UV–Vis spectrophotometric analytical technique for monitoring Fe2+ in the positive electrolyte of an ICRFB

Abstract

While the iron-chromium redox flow battery (ICRFB) is a promising low-cost large-scale energy storage solution, one of its main challenges, compared to the vanadium redox flow battery (VRFB), is the capacity decay rate caused by an imbalance between the electrolytes. To counter and rectify the imbalance, an ICRFB requires a rebalancing system, which in turn requires an effective electrolyte monitoring system. This study was conducted to develop a method that could be used to monitor the imbalance and rebalancing of an ICRFB by means of the Fe2+/Fe3+ ratio. Using the near-infrared (NIR) light spectrum (UV–Vis spectrophotometry), a function was derived from Beer's law that could be used to approximate Fe2+ concentrations in acidic aqueous solutions in the presence of Fe3+. To attain this, the effect of temperature, HCl concentration, Cr3+, Fe3+ and dissolved gasses on NIR absorbance was determined.
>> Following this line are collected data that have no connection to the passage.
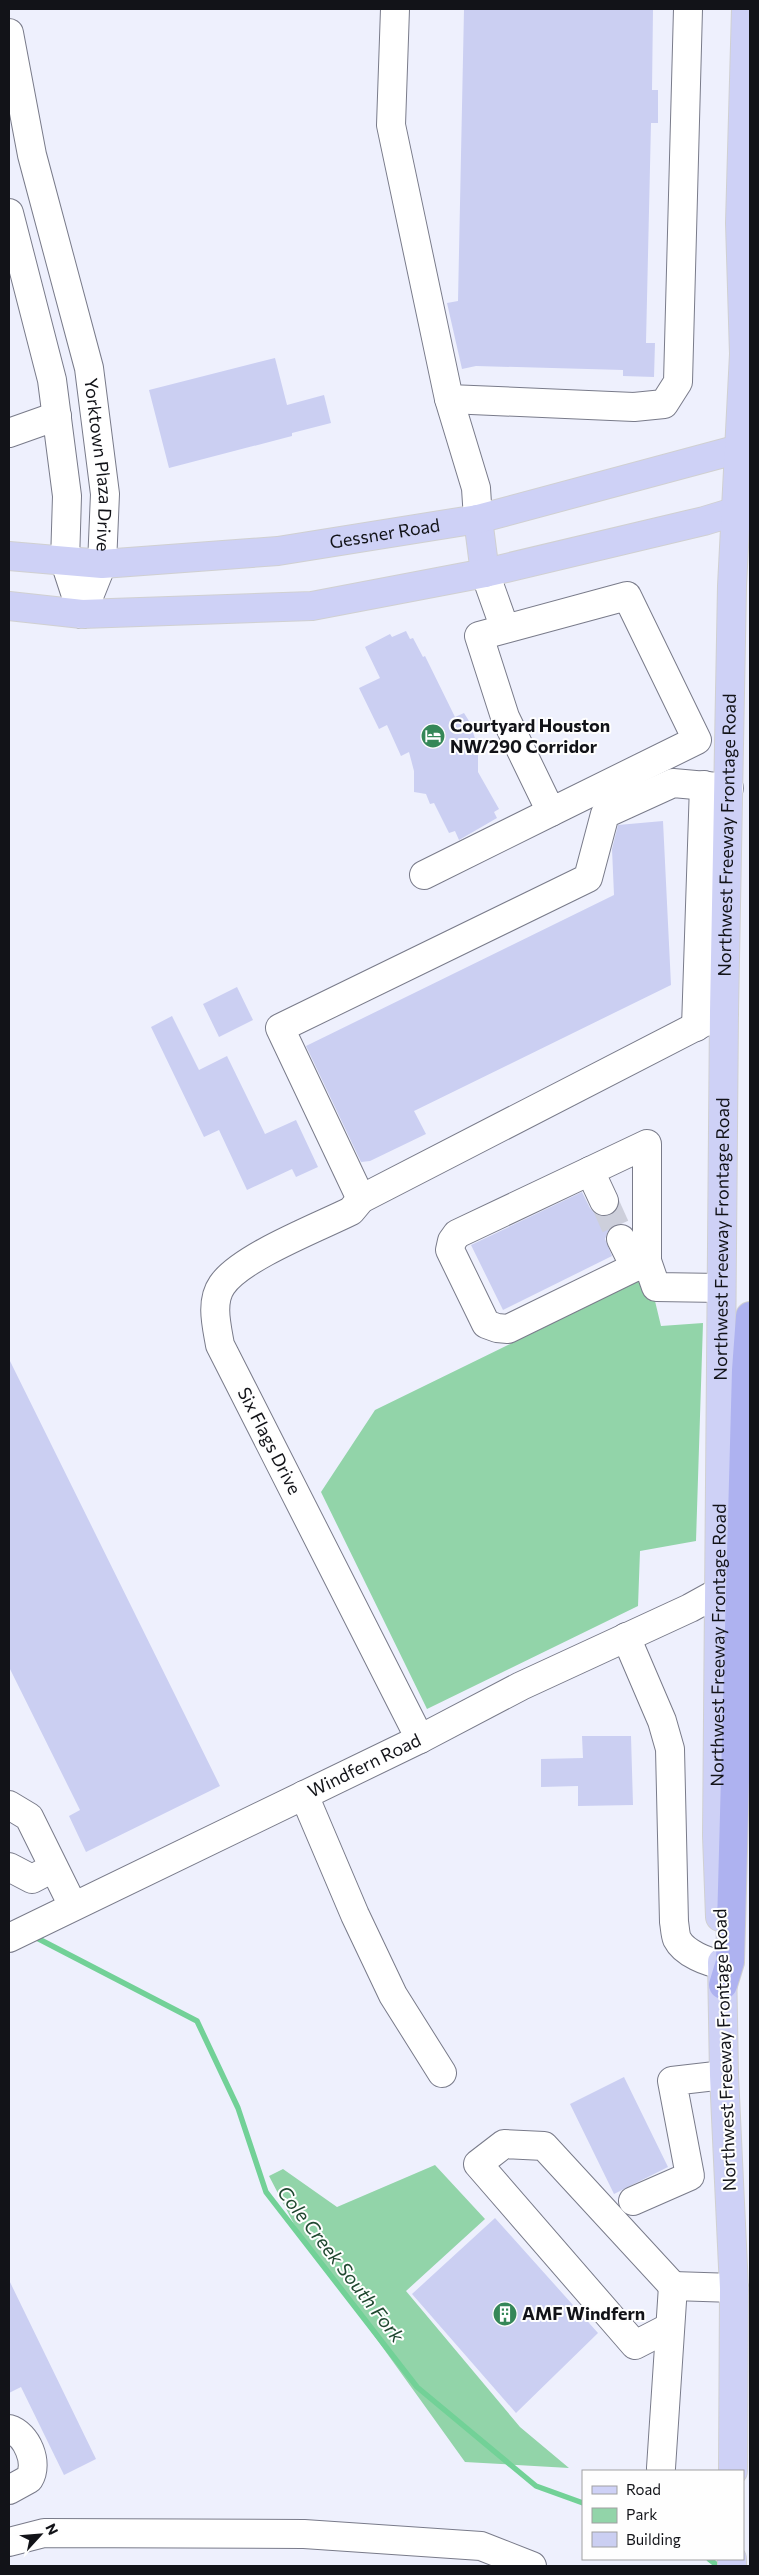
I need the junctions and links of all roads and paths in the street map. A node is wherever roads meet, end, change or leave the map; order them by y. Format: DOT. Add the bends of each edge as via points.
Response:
graph roads {
  1 [pos="395,9"];
  2 [pos="688,9"];
  3 [pos="746,9"];
  4 [pos="9,33"];
  5 [pos="48,218"];
  6 [pos="10,223"];
  7 [pos="747,356"];
  8 [pos="448,398"];
  9 [pos="57,416"];
  10 [pos="9,434"];
  11 [pos="745,447"];
  12 [pos="743,509"];
  13 [pos="478,518"];
  14 [pos="9,556"];
  15 [pos="65,562"];
  16 [pos="102,564"];
  17 [pos="485,573"];
  18 [pos="741,579"];
  19 [pos="9,606"];
  20 [pos="82,614"];
  21 [pos="504,629"];
  22 [pos="716,787"];
  23 [pos="550,812"];
  24 [pos="424,876"];
  25 [pos="724,1012"];
  26 [pos="696,1027"];
  27 [pos="590,1172"];
  28 [pos="361,1199"];
  29 [pos="604,1201"];
  30 [pos="621,1239"];
  31 [pos="641,1264"];
  32 [pos="721,1288"];
  33 [pos="750,1316"];
  34 [pos="719,1592"];
  35 [pos="626,1637"];
  36 [pos="420,1739"];
  37 [pos="304,1795"];
  38 [pos="9,1805"];
  39 [pos="9,1867"];
  40 [pos="53,1868"];
  41 [pos="73,1906"];
  42 [pos="10,1937"];
  43 [pos="722,1975"];
  44 [pos="442,2073"];
  45 [pos="724,2075"];
  46 [pos="633,2201"];
  47 [pos="673,2286"];
  48 [pos="734,2288"];
  49 [pos="670,2327"];
  50 [pos="9,2429"];
  51 [pos="661,2468"];
  52 [pos="733,2470"];
  53 [pos="9,2490"];
  54 [pos="9,2542"];
  55 [pos="532,2566"];
  1 -- 8 [label="street" via="391,125"];
  2 -- 8 [label="street" via="678,382 664,404 634,407"];
  3 -- 7 [label="main road, Northwest Freeway Frontage Road" via="740,223"];
  4 -- 5 [label="street, Yorktown Plaza Drive" via="32,155"];
  5 -- 6 [label="street"];
  5 -- 16 [label="street, Yorktown Plaza Drive" via="89,368 105,494"];
  6 -- 9 [label="street, Yorktown Plaza Drive" via="52,380"];
  7 -- 11 [label="main road, Northwest Freeway Frontage Road"];
  8 -- 13 [label="street" via="476,488"];
  9 -- 10 [label="street"];
  9 -- 15 [label="street, Yorktown Plaza Drive" via="68,496"];
  11 -- 12 [label="main road, Northwest Freeway Frontage Road"];
  11 -- 13 [label="main road, Gessner Road"];
  12 -- 17 [label="main road"];
  12 -- 18 [label="main road, Northwest Freeway Frontage Road"];
  13 -- 16 [label="main road, Gessner Road" via="278,551"];
  13 -- 17 [label="main road"];
  14 -- 15 [label="main road, Gessner Road"];
  15 -- 16 [label="main road, Gessner Road"];
  15 -- 20 [label="street, Yorktown Plaza Drive"];
  16 -- 20 [label="street, Yorktown Plaza Drive"];
  17 -- 20 [label="main road" via="312,606"];
  17 -- 21 [label="street"];
  18 -- 22 [label="main road, Northwest Freeway Frontage Road"];
  19 -- 20 [label="main road"];
  21 -- 23 [label="street" via="479,636 505,717"];
  21 -- 23 [label="street" via="628,596 696,740"];
  22 -- 25 [label="main road, Northwest Freeway Frontage Road"];
  22 -- 26 [label="street"];
  22 -- 28 [label="street" via="673,783 604,814 588,878 280,1028"];
  23 -- 24 [label="street"];
  25 -- 26 [label="street, Six Flags Drive"];
  25 -- 32 [label="main road, Northwest Freeway Frontage Road"];
  26 -- 28 [label="street, Six Flags Drive"];
  27 -- 29 [label="street"];
  27 -- 31 [label="street" via="647,1144"];
  27 -- 31 [label="street" via="457,1234 452,1241 450,1250 486,1324 508,1328"];
  28 -- 36 [label="street, Six Flags Drive" via="351,1211 240,1266 221,1286 215,1314 220,1345"];
  30 -- 31 [label="street"];
  31 -- 32 [label="street" via="656,1287"];
  32 -- 34 [label="main road, Northwest Freeway Frontage Road"];
  33 -- 43 [label="highway" via="730,1962"];
  34 -- 35 [label="street, Windfern Road"];
  34 -- 43 [label="main road, Northwest Freeway Frontage Road" via="717,1836"];
  35 -- 36 [label="street, Windfern Road"];
  35 -- 43 [label="street" via="662,1721 670,1749 677,1939 688,1950 712,1963"];
  36 -- 37 [label="street, Windfern Road"];
  37 -- 41 [label="street, Windfern Road"];
  37 -- 44 [label="street" via="393,1995"];
  38 -- 40 [label="street" via="29,1817"];
  39 -- 40 [label="street" via="32,1879"];
  40 -- 41 [label="street"];
  41 -- 42 [label="street, Windfern Road"];
  43 -- 45 [label="main road, Northwest Freeway Frontage Road"];
  45 -- 46 [label="street" via="672,2081 690,2176"];
  45 -- 48 [label="main road, Northwest Freeway Frontage Road"];
  47 -- 48 [label="street"];
  47 -- 49 [label="street"];
  47 -- 49 [label="street" via="544,2146 504,2144 478,2164 635,2345"];
  48 -- 52 [label="main road, Northwest Freeway Frontage Road"];
  49 -- 51 [label="street"];
  50 -- 53 [label="street" via="25,2441 33,2467 29,2479"];
  54 -- 55 [label="street" via="44,2533 304,2534 481,2546"];
}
The derived equation was validated using inductively coupled plasma - optical emission spectrometry (ICP-OES) as well as a lab-scale redox flow battery (RFB). Finally, it was shown that the developed analytical method could analyse the redox speciation of iron, differentiating between identical elements in solution with different valences, which confirms its suitability for monitoring the imbalance and rebalancing of an ICRFB.